Jaraguá is a train station on TIC Trens Line 7-Ruby, in the district of Jaraguá in São Paulo. It is the only TIC Trens station that has platforms built in different locations. The station is split in two by Estrada de Taipas. This way, the level crossing is open faster for the local traffic and avoid delays.

==History==
The station was opened by São Paulo Railway on 1 October 1891, named Taipas. In the 1940s, it was renamed to Jaraguá because of a telegraph post that was next to the station with the same name. The located in the Km 95 of the SP-1452 road.

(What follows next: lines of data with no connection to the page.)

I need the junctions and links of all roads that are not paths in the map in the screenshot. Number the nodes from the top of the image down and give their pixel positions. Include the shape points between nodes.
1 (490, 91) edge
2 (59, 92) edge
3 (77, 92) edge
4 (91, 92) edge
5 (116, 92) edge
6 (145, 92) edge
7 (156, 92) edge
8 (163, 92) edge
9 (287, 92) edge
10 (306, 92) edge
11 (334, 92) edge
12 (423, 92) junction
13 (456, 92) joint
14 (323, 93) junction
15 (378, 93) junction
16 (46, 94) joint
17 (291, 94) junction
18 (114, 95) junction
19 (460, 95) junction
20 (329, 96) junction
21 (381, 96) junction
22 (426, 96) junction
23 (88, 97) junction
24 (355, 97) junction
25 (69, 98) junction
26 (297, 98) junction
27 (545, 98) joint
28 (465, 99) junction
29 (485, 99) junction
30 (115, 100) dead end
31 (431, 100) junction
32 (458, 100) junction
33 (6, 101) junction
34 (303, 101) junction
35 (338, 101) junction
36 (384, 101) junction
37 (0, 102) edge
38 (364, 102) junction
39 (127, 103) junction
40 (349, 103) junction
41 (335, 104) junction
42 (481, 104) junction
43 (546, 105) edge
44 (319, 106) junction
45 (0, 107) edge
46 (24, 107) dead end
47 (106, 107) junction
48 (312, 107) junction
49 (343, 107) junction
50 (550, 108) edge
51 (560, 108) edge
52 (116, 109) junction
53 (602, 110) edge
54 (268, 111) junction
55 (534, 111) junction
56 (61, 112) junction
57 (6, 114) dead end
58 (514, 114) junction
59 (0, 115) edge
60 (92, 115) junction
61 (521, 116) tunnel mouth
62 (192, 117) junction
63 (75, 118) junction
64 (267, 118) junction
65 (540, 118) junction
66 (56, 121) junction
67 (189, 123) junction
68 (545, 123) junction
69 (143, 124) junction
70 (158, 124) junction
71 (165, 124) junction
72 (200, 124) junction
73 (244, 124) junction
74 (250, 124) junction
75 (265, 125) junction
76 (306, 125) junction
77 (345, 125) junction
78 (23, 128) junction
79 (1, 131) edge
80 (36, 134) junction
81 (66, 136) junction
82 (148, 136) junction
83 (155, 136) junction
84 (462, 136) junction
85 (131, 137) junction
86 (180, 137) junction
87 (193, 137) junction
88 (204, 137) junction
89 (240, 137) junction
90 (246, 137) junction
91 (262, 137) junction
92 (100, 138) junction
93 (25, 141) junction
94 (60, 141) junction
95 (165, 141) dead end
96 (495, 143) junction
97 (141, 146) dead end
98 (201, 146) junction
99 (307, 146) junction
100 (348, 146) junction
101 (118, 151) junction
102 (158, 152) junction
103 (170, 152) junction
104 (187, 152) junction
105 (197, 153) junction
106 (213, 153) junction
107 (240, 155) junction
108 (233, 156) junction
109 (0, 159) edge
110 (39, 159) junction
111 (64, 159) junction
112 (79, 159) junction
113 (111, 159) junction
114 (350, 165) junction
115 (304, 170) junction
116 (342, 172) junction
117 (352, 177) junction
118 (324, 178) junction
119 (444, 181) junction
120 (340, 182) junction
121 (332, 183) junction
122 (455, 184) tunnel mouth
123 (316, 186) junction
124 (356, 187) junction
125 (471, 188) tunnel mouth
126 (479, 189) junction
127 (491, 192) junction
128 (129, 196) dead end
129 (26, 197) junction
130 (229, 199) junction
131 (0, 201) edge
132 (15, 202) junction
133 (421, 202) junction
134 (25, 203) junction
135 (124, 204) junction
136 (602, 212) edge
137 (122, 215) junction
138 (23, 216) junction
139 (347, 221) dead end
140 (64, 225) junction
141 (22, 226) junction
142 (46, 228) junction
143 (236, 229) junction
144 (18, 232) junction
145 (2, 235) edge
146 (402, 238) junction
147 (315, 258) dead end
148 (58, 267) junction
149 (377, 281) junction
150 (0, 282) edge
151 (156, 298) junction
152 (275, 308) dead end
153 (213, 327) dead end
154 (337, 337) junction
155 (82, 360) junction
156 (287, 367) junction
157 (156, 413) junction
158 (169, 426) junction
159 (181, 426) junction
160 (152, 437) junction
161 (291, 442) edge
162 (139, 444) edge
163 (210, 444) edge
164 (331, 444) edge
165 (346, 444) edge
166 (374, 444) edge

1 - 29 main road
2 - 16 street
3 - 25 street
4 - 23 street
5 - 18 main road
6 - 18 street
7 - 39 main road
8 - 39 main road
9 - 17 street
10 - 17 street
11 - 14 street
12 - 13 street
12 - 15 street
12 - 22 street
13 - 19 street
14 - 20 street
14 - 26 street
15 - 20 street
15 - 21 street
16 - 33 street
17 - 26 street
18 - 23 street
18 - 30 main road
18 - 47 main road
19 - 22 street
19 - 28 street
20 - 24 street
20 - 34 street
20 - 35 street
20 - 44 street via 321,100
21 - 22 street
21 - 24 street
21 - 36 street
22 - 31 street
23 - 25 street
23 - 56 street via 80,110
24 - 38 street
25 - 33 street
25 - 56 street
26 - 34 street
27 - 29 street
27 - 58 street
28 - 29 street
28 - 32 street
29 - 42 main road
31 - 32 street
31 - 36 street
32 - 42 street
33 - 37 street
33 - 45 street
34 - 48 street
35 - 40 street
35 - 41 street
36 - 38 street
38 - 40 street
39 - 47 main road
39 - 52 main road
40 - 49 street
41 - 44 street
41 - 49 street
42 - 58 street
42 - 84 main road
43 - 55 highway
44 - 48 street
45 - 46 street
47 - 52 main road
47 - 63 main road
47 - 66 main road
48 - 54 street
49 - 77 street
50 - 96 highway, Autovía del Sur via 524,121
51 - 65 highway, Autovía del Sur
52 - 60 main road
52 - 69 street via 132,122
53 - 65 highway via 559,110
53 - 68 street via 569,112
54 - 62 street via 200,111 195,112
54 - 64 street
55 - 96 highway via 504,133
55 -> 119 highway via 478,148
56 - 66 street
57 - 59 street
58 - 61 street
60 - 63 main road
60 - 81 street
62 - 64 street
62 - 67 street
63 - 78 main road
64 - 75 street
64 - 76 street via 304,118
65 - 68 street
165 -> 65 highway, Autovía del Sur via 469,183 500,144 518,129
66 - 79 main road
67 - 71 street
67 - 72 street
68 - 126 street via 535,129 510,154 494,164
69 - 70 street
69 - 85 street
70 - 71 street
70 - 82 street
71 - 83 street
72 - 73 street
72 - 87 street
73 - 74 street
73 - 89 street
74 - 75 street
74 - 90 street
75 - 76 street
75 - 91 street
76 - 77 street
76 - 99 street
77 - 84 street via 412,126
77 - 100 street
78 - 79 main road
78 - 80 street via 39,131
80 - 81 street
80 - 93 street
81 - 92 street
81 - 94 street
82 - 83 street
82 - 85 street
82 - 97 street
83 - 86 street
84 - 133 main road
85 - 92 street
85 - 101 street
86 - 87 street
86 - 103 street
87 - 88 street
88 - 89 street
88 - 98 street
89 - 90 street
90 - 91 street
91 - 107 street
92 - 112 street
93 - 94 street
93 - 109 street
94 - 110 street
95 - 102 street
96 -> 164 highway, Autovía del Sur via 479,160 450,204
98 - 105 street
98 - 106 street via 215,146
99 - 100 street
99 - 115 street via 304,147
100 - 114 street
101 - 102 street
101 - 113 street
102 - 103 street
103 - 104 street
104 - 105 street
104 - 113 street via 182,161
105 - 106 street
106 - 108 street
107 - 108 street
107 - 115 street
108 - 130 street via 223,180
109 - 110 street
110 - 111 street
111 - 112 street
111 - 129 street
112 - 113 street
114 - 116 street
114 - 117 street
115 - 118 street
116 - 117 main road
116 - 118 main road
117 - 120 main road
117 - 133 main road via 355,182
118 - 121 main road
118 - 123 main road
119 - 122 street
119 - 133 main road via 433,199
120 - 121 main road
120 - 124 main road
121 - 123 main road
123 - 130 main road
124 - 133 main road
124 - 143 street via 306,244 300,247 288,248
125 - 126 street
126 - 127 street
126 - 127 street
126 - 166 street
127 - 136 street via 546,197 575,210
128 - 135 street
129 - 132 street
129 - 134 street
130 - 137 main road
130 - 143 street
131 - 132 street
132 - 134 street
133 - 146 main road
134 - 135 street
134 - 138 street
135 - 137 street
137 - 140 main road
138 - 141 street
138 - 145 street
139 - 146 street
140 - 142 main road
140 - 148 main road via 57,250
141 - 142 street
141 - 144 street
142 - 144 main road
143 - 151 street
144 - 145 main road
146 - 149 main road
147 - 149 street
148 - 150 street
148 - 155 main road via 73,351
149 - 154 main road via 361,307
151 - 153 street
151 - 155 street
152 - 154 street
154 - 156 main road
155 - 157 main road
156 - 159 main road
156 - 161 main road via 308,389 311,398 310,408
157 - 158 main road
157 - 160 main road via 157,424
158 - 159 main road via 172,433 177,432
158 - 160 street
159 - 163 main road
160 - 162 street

In 1947, SPR lines were incorporated to the public state company Estrada de Ferro Santos-Jundiaí (EFSJ). Besides many federal administrations, the station didn't go through any improvements, as in the 1970s and 1980s the lines were getting more abandoned. The scrapping of the commuter train system caused a revolt in the commuters, who destroyed many stations, including Jaraguá, which was set on fire on 28 October 1983.

In the following year, the station was reformed in the 1980s, the current building was constructed, and the train system was transferred to another federal company (CBTU). Currently, the building keeps its original characteristics and, since then, it attends the CPTM metropolitan trains, which started operating in 1994.

Jaraguá rail station was certified as a historical site by the CONDEPHAAT (Council of Defence of Historic, Archaeological, Artistic and Touristic Site) on 21 June 2010, by the Circular Letter No, 1453/2010 of Process 60308/2009. The communication letter was published on 22 July 2010. The certification was requested by Ralph Mennucci Giesbrecht in 2006.

Currently, it was announced the rebuilt of many stations, with Jaraguá among them.